The ending, in contrast, absorbed me completely. As Rudolf leaves an opulent Berlin party, he stops on a landing and stares off into the dark. The camera cuts to contemporary footage of staff preparing Auschwitz for a day of visitors. They sweep, and wipe, and vacuum. The sound of the vacuum was violent in the context of what had been a quiet, restrained film.

Despite my disinterest in the rest of the movie, I thought about those shots for days afterward. The staff of the museum echoed the staff at the house, bustling here and there on behalf of the museum’s visitors, on behalf of the Hösses, and, somehow, on behalf of me. The shots in the museum felt pointed at the viewer, asking me if I’m all that different from the people I’ve spent the last two hours watching.

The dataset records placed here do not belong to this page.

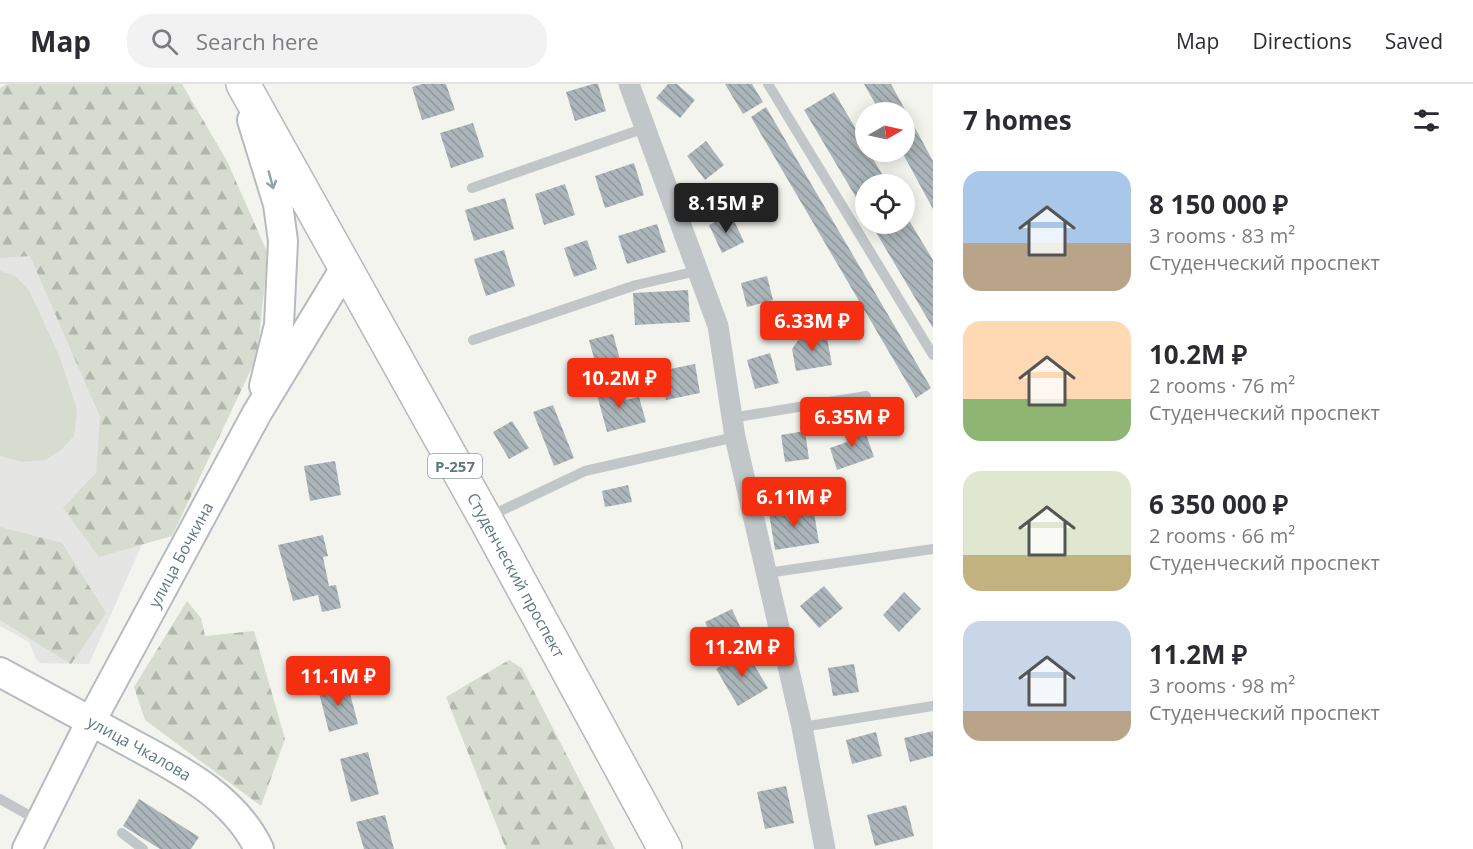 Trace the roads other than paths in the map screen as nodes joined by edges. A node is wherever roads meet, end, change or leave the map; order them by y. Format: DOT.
graph roads {
  1 [pos="242,84"];
  2 [pos="629,84"];
  3 [pos="768,84"];
  4 [pos="645,128"];
  5 [pos="472,188"];
  6 [pos="345,268"];
  7 [pos="697,271"];
  8 [pos="472,340"];
  9 [pos="933,355"];
  10 [pos="866,396"];
  11 [pos="257,413"];
  12 [pos="733,428"];
  13 [pos="485,518"];
  14 [pos="933,549"];
  15 [pos="767,573"];
  16 [pos="0,672"];
  17 [pos="933,706"];
  18 [pos="91,721"];
  19 [pos="802,727"];
  20 [pos="0,800"];
  21 [pos="40,822"];
  22 [pos="122,833"];
  23 [pos="252,846"];
  24 [pos="27,849"];
  25 [pos="143,849"];
  26 [pos="665,849"];
  27 [pos="825,849"];
  1 -- 6 [label="highway, Студенческий проспект / Р-257"];
  1 -- 11 [label="main road, one-way"];
  2 -- 4 [label="street"];
  3 -- 9 [label="lane"];
  4 -- 5 [label="lane"];
  4 -- 7 [label="street"];
  6 -- 11 [label="main road, улица Бочкина"];
  6 -- 13 [label="highway, Студенческий проспект / Р-257"];
  7 -- 8 [label="lane"];
  7 -- 12 [label="street"];
  10 -- 12 [label="lane"];
  11 -- 18 [label="main road, улица Бочкина"];
  12 -- 13 [label="lane"];
  12 -- 15 [label="street"];
  13 -- 26 [label="highway, Студенческий проспект / Р-257"];
  14 -- 15 [label="lane"];
  15 -- 19 [label="street"];
  16 -- 18 [label="main road, улица Чкалова"];
  17 -- 19 [label="lane"];
  18 -- 21 [label="main road, улица Бочкина"];
  18 -- 23 [label="main road, улица Чкалова"];
  19 -- 27 [label="street"];
  20 -- 21 [label="lane"];
  21 -- 24 [label="main road, улица Бочкина"];
  22 -- 25 [label="lane"];
}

I don’t mean that in a boring way. I’m not talking about the Banality of Evil. Events like the Holocaust are far away, we tell ourselves, separated by so much time and civilization. We put our memorials behind glass and tell ourselves that it won’t happen again, which isn’t really all that different from how the Höss family conducts their business. They separated themselves from the realities of their lives with trellises and vines. “This will grow and cover everything, you’ll see,” Hedwig says to her mother about the vines surrounding their yard.

What’s striking about the museum in that instant is the sanitation of the whole thing. The glass is a transparent barrier, that’s better than a wall, but it’s still a barrier. Plate glass separates you and me from piles of abandoned shoes, from thousands of ownerless suitcases, from the systemized subjugation and murder of how many millions of lives. The thing about plate glass is that it can, as we have seen recently, shatter.

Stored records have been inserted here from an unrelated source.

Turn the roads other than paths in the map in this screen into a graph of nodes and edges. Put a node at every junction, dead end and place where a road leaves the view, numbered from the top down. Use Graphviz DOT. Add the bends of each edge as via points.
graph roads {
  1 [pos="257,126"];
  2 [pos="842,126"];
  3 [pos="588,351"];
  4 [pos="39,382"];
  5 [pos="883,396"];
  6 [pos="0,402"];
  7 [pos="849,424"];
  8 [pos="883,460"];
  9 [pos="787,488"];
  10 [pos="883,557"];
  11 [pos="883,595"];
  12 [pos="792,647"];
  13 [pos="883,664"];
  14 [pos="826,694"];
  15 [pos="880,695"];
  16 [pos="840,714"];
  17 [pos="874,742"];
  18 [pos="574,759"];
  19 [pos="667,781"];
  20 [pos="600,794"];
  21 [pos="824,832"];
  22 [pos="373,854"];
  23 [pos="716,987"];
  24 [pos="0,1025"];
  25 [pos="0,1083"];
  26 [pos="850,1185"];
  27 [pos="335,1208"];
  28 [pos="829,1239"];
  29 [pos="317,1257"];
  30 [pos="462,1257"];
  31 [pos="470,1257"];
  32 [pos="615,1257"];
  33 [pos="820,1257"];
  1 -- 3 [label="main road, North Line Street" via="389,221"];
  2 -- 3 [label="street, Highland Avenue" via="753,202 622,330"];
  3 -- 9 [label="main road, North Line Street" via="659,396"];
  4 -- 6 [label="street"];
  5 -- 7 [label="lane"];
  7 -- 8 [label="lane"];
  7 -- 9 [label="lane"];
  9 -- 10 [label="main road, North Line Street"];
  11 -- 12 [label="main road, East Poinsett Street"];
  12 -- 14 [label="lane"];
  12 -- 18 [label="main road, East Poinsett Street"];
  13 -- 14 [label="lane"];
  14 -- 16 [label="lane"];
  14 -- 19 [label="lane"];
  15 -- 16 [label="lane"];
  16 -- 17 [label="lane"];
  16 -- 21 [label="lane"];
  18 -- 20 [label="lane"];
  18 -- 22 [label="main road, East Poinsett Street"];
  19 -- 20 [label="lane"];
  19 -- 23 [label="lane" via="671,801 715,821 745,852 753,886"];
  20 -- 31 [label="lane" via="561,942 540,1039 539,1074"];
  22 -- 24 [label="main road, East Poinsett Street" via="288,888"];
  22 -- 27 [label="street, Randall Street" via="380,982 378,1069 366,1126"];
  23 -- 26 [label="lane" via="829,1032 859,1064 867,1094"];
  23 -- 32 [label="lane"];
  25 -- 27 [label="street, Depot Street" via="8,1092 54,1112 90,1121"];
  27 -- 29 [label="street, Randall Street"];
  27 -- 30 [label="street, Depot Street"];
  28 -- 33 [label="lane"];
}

As for the rest of the film, what struck me as pretentious at home felt finely-tuned in the theater. Dozens of smaller details leapt out. The Zone of Interest is all about those details. Auschwitz does not exist save for an ambience at the edge of their lives, an inconvenience that continually insists on making itself known. The fishing trip ends suddenly when he realizes that the camp, located upstream, has dumped incinerator ash into the river.

At home, I rolled my eyes. In the theater, I understood that I wasn’t meant to have a reaction to what I was seeing so much as I was meant to observe the characters’ reactions. Imagine having to scrub your children down to rid them of human remains and then going back to work.

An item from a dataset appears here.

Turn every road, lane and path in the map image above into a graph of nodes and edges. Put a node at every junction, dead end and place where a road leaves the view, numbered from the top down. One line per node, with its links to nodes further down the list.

A pair of scenes set at night, treated to resemble a photographic negative, show a young girl of about 10 hiding food in the fields where the prisoners work. She pushes apples into the soil and hides pears among their shovels while an ominous sound repeats over and over. Hers are the only altruistic actions in the film, the only time a character steps outside of themselves to think about others without resenting the implications.

Everyone else seems content with their lot, or content to look away. Hedwig’s mother has the most complex reaction of any German we see. At first, she is happy for her daughter, for her house and her successful husband, but that doesn’t seem to last. She vanishes in the night, after waking up to the eerie red light of the incinerator. That’s as close to an act of resistance as any of the Germans get, a quiet “nein, danke.”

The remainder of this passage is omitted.